Here's the cookbook:

  • For starters, I made a clone of the VM in question. Always a good idea to not play with live data...
  • Next, I grabbed myself a copy of the (free) Ultimate Boot CD (http://www.ultimatebootcd.com/download.html) and put it in a Datastore which is reachable by the virtual machine.
  • Then, I added a second disk (of the desired size) to the virtual machine and set the Ultimate Bood CD's ISO file as source for the CD drive (just don't forget to tick the "Conenct at Startup"checkbox...). While in the settings I also told VMWare to boot the VM into BIOS on the next boot.
  • After turning on the VM, the BIOS screen came up. Here I verified that the machine would use the CD as first boot device.
  • Rebooting the machine brought up the Ultimate Boot CD's menu. I opted for running Parted Magic
  • I fired up one of the included partition managers to see what my disks were showing up as.

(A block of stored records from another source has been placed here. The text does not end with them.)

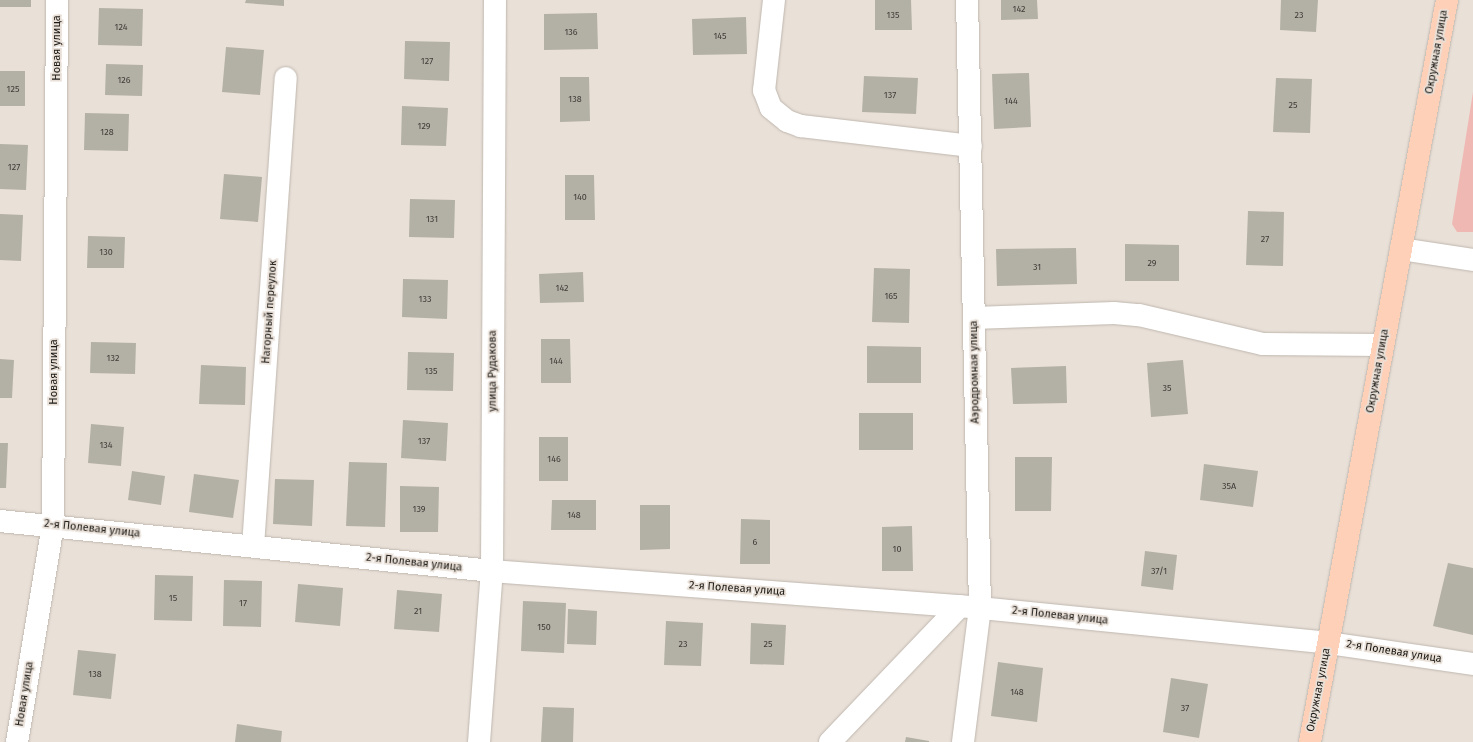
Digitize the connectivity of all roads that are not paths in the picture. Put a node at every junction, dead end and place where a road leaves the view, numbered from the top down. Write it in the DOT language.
graph roads {
  1 [pos="57,0"];
  2 [pos="495,0"];
  3 [pos="774,0"];
  4 [pos="968,0"];
  5 [pos="1447,0"];
  6 [pos="286,78"];
  7 [pos="971,146"];
  8 [pos="1401,249"];
  9 [pos="1473,260"];
  10 [pos="974,318"];
  11 [pos="1383,345"];
  12 [pos="0,521"];
  13 [pos="53,525"];
  14 [pos="254,546"];
  15 [pos="492,571"];
  16 [pos="970,607"];
  17 [pos="1328,642"];
  18 [pos="1473,664"];
  19 [pos="17,742"];
  20 [pos="479,742"];
  21 [pos="830,742"];
  22 [pos="963,742"];
  23 [pos="1310,742"];
  1 -- 13 [label="street, Новая улица"];
  2 -- 15 [label="street, улица Рудакова"];
  3 -- 7 [label="street"];
  4 -- 7 [label="street, Аэродромная улица"];
  5 -- 8 [label="main road, Окружная улица"];
  6 -- 14 [label="street, Нагорный переулок"];
  7 -- 10 [label="street, Аэродромная улица"];
  8 -- 9 [label="street"];
  8 -- 11 [label="main road, Окружная улица"];
  10 -- 11 [label="street"];
  10 -- 16 [label="street, Аэродромная улица"];
  11 -- 17 [label="main road, Окружная улица"];
  12 -- 13 [label="street, 2-я Полевая улица"];
  13 -- 14 [label="street, 2-я Полевая улица"];
  13 -- 19 [label="street, Новая улица"];
  14 -- 15 [label="street, 2-я Полевая улица"];
  15 -- 16 [label="street, 2-я Полевая улица"];
  15 -- 20 [label="street, улица Рудакова"];
  16 -- 17 [label="street, 2-я Полевая улица"];
  16 -- 21 [label="street"];
  16 -- 22 [label="street, Аэродромная улица"];
  17 -- 18 [label="street, 2-я Полевая улица"];
  17 -- 23 [label="main road, Окружная улица"];
}
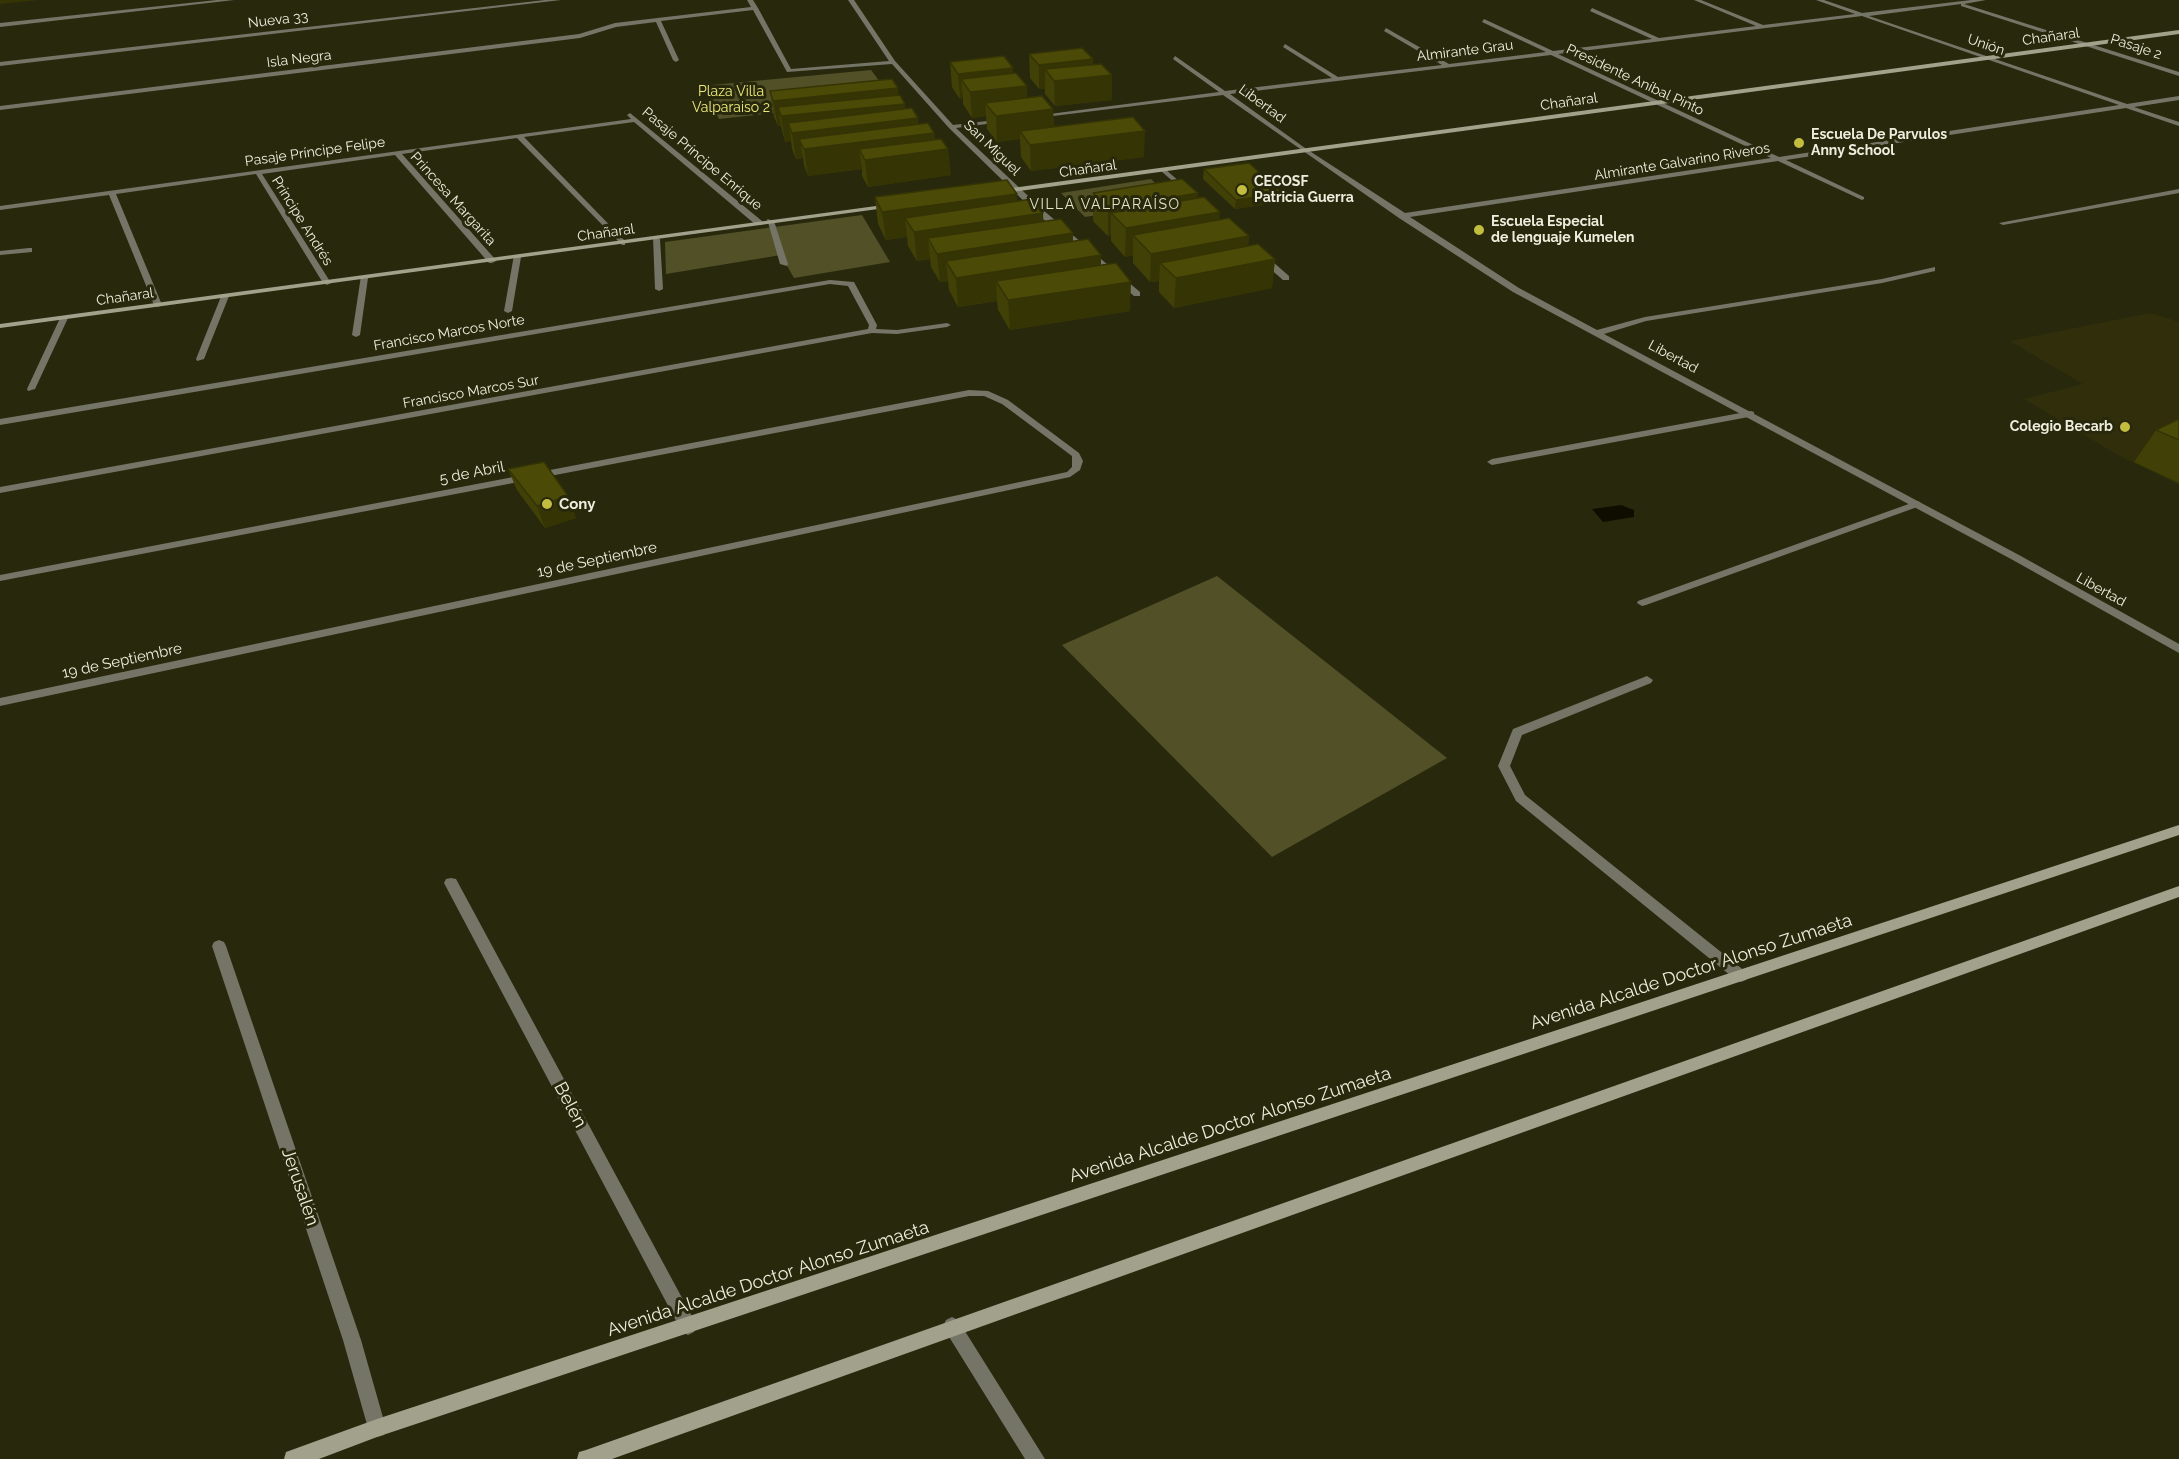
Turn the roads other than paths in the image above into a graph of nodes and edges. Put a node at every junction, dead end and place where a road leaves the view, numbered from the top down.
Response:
1 (231, 0) edge
2 (558, 0) edge
3 (750, 0) edge
4 (851, 0) edge
5 (1697, 0) edge
6 (1819, 0) edge
7 (1948, 0) edge
8 (1983, 0) edge
9 (1957, 3) junction
10 (755, 8) junction
11 (1592, 10) dead end
12 (1862, 15) junction
13 (658, 20) junction
14 (1484, 21) dead end
15 (0, 25) edge
16 (1763, 27) junction
17 (1386, 30) dead end
18 (2179, 32) edge
19 (1659, 40) junction
20 (2089, 44) junction
21 (1285, 46) dead end
22 (1550, 53) junction
23 (1175, 58) dead end
24 (1986, 58) junction
25 (676, 60) dead end
26 (893, 62) junction
27 (0, 64) edge
28 (1447, 65) junction
29 (2179, 74) edge
30 (1336, 78) junction
31 (1223, 92) junction
32 (2179, 98) edge
33 (1656, 102) junction
34 (2127, 106) junction
35 (0, 108) edge
36 (1034, 116) edge
37 (632, 117) joint
38 (1010, 119) edge
39 (2179, 124) edge
40 (951, 127) junction
41 (519, 136) junction
42 (1303, 149) junction
43 (397, 153) junction
44 (1776, 159) junction
45 (1163, 170) junction
46 (258, 172) junction
47 (1016, 190) junction
48 (2179, 191) edge
49 (112, 193) junction
50 (993, 193) edge
51 (1189, 194) edge
52 (1862, 198) dead end
53 (899, 205) edge
54 (0, 208) edge
55 (1402, 216) junction
56 (770, 221) junction
57 (759, 223) junction
58 (2003, 223) dead end
59 (656, 239) junction
60 (622, 243) junction
61 (1251, 248) edge
62 (29, 250) dead end
63 (0, 253) edge
64 (517, 257) junction
65 (492, 261) junction
66 (784, 264) dead end
67 (1932, 269) dead end
68 (364, 278) junction
69 (1286, 279) dead end
70 (327, 283) junction
71 (659, 290) dead end
72 (1137, 294) dead end
73 (225, 296) junction
74 (158, 304) junction
75 (508, 311) dead end
76 (64, 318) junction
77 (947, 325) dead end
78 (0, 326) edge
79 (872, 331) junction
80 (1597, 333) junction
81 (356, 335) dead end
82 (200, 359) dead end
83 (31, 389) dead end
84 (985, 393) joint
85 (1751, 414) junction
86 (0, 422) edge
87 (1492, 462) dead end
88 (0, 490) edge
89 (1917, 504) junction
90 (0, 578) edge
91 (1642, 603) dead end
92 (2179, 649) edge
93 (1647, 680) dead end
94 (0, 702) edge
95 (2179, 830) edge
96 (452, 883) dead end
97 (2179, 891) edge
98 (219, 946) dead end
99 (1741, 976) junction
100 (688, 1326) junction
101 (952, 1326) junction
102 (377, 1428) junction
103 (293, 1459) edge
104 (586, 1459) edge
105 (1036, 1459) edge

1 - 15 street
2 - 27 street, Nueva 33
3 - 10 street
4 - 26 street, San Miguel
5 - 16 street
6 - 12 street, Unión
7 - 9 street, Pasaje 2
8 - 9 street, Almirante Grau
9 - 12 street, Almirante Grau
9 - 20 street, Pasaje 2
10 - 13 street, Isla Negra
10 - 26 street
11 - 19 street
12 - 16 street, Almirante Grau
12 - 24 street, Unión
13 - 25 street
13 - 35 street, Isla Negra
14 - 22 street, Presidente Aníbal Pinto
16 - 19 street, Almirante Grau
17 - 28 street
18 - 20 street, Chañaral
19 - 22 street, Almirante Grau
20 - 24 street, Chañaral
20 - 29 street, Pasaje 2
21 - 30 street
22 - 28 street, Almirante Grau
22 - 33 street, Presidente Aníbal Pinto
23 - 31 street, Libertad
24 - 33 street, Chañaral
24 - 34 street, Unión
26 - 40 street, San Miguel
28 - 30 street, Almirante Grau
30 - 31 street, Almirante Grau
31 - 36 street, Almirante Grau
31 - 42 street, Libertad
32 - 34 street, Almirante Galvarino Riveros
33 - 42 street, Chañaral
33 - 44 street, Presidente Aníbal Pinto
34 - 39 street, Unión
34 - 44 street, Almirante Galvarino Riveros
37 - 41 street, Pasaje Príncipe Felipe
37 - 57 street, Pasaje Príncipe Enrique
38 - 40 street
40 - 47 street, San Miguel
41 - 43 street, Pasaje Príncipe Felipe
41 - 60 street
42 - 45 street, Chañaral
42 - 55 street, Libertad
43 - 46 street, Pasaje Príncipe Felipe
43 - 65 street, Princesa Margarita
44 - 52 street, Presidente Aníbal Pinto
44 - 55 street, Almirante Galvarino Riveros
45 - 47 street, Chañaral
45 - 51 street
46 - 49 street, Pasaje Príncipe Felipe
46 - 70 street, Príncipe Andrés
47 - 50 street, Chañaral
47 - 72 street, San Miguel
48 - 58 street
49 - 54 street, Pasaje Príncipe Felipe
49 - 74 street
53 - 56 street, Chañaral
55 - 80 street, Libertad
56 - 57 street, Chañaral
56 - 66 street
57 - 59 street, Chañaral
59 - 60 street, Chañaral
59 - 71 street
60 - 64 street, Chañaral
61 - 69 street
62 - 63 street
64 - 65 street, Chañaral
64 - 75 street
65 - 68 street, Chañaral
67 - 80 street
68 - 70 street, Chañaral
68 - 81 street
70 - 73 street, Chañaral
73 - 74 street, Chañaral
73 - 82 street
74 - 76 street, Chañaral
76 - 78 street, Chañaral
76 - 83 street
77 - 79 street, Francisco Marcos Sur
79 - 86 street, Francisco Marcos Norte
79 - 88 street, Francisco Marcos Sur
80 - 85 street, Libertad
84 - 90 street, 5 de Abril
84 - 94 street, 19 de Septiembre
85 - 87 street
85 - 89 street, Libertad
89 - 91 street
89 - 92 street, Libertad
93 - 99 street
95 - 99 street, Avenida Alcalde Doctor Alonso Zumaeta
96 - 100 street, Belén
97 - 101 street
98 - 102 street, Jerusalén
99 - 100 street, Avenida Alcalde Doctor Alonso Zumaeta
100 - 102 street, Avenida Alcalde Doctor Alonso Zumaeta
101 - 104 street
101 - 105 street
102 - 103 street, Avenida Alcalde Doctor Alonso Zumaeta

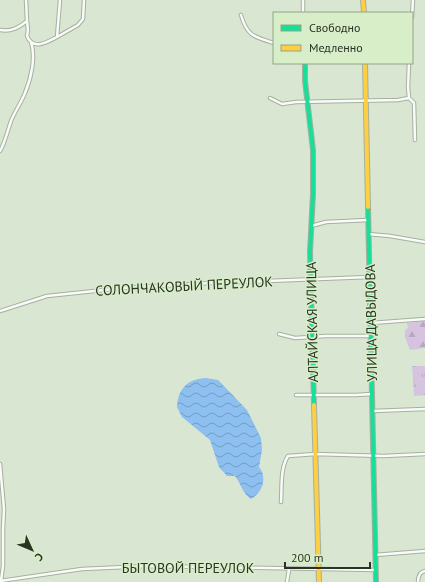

It came as little surprise that my "large" disk was /dev/sda and that my new, smaller disk was being seen as /dev/sdb
  • Then I used the same partition manager to reduce the size of the partition on the original disk to just a bit above that of the used space on the disk (and smaller than the target disk, of course)
  • The next step might look hard - but it's not. I opened a console window and ran the following command: dd if=/dev/sda of=/dev/sdb
  • Since this is doing a bit-by-bit copy, things took a while (be patient - there's no progress bar or the like). After about 15 minutes dd quit with an error saying that the target was full - which is obvious, since the disk is smaller than the source. That's no problem, though.
  • Next up was to shut down the VM and adjust its settings: The 'original' (large) disk was removed, the new disk got a new SCSI id - that of the old disk, to be exact (SCSI 0:0, in my case). I also turned the option to connect the CD on startup back off.
  • On booting the machine, Windows complained - obviously. I let it run CHKDSK - and it fixed whatever it wanted to fix. After that it rebooted - and Windows came up nice and shiny.
  • Once in Windows, it was time for the final step: expanding the partition to fill the entire space of the new disk. To do so I opened a cmd command-box and typed diskpart. With the command "list volume" I got to see the volumes on the disk. In my case, the volume which I wanted to use the entire disk was volume 2 - so I typed  "select volume 2". After that thre was one thing to do: to type "expand".

Et voila - a disk, smaller than the original, filled to the brim with its own partitions.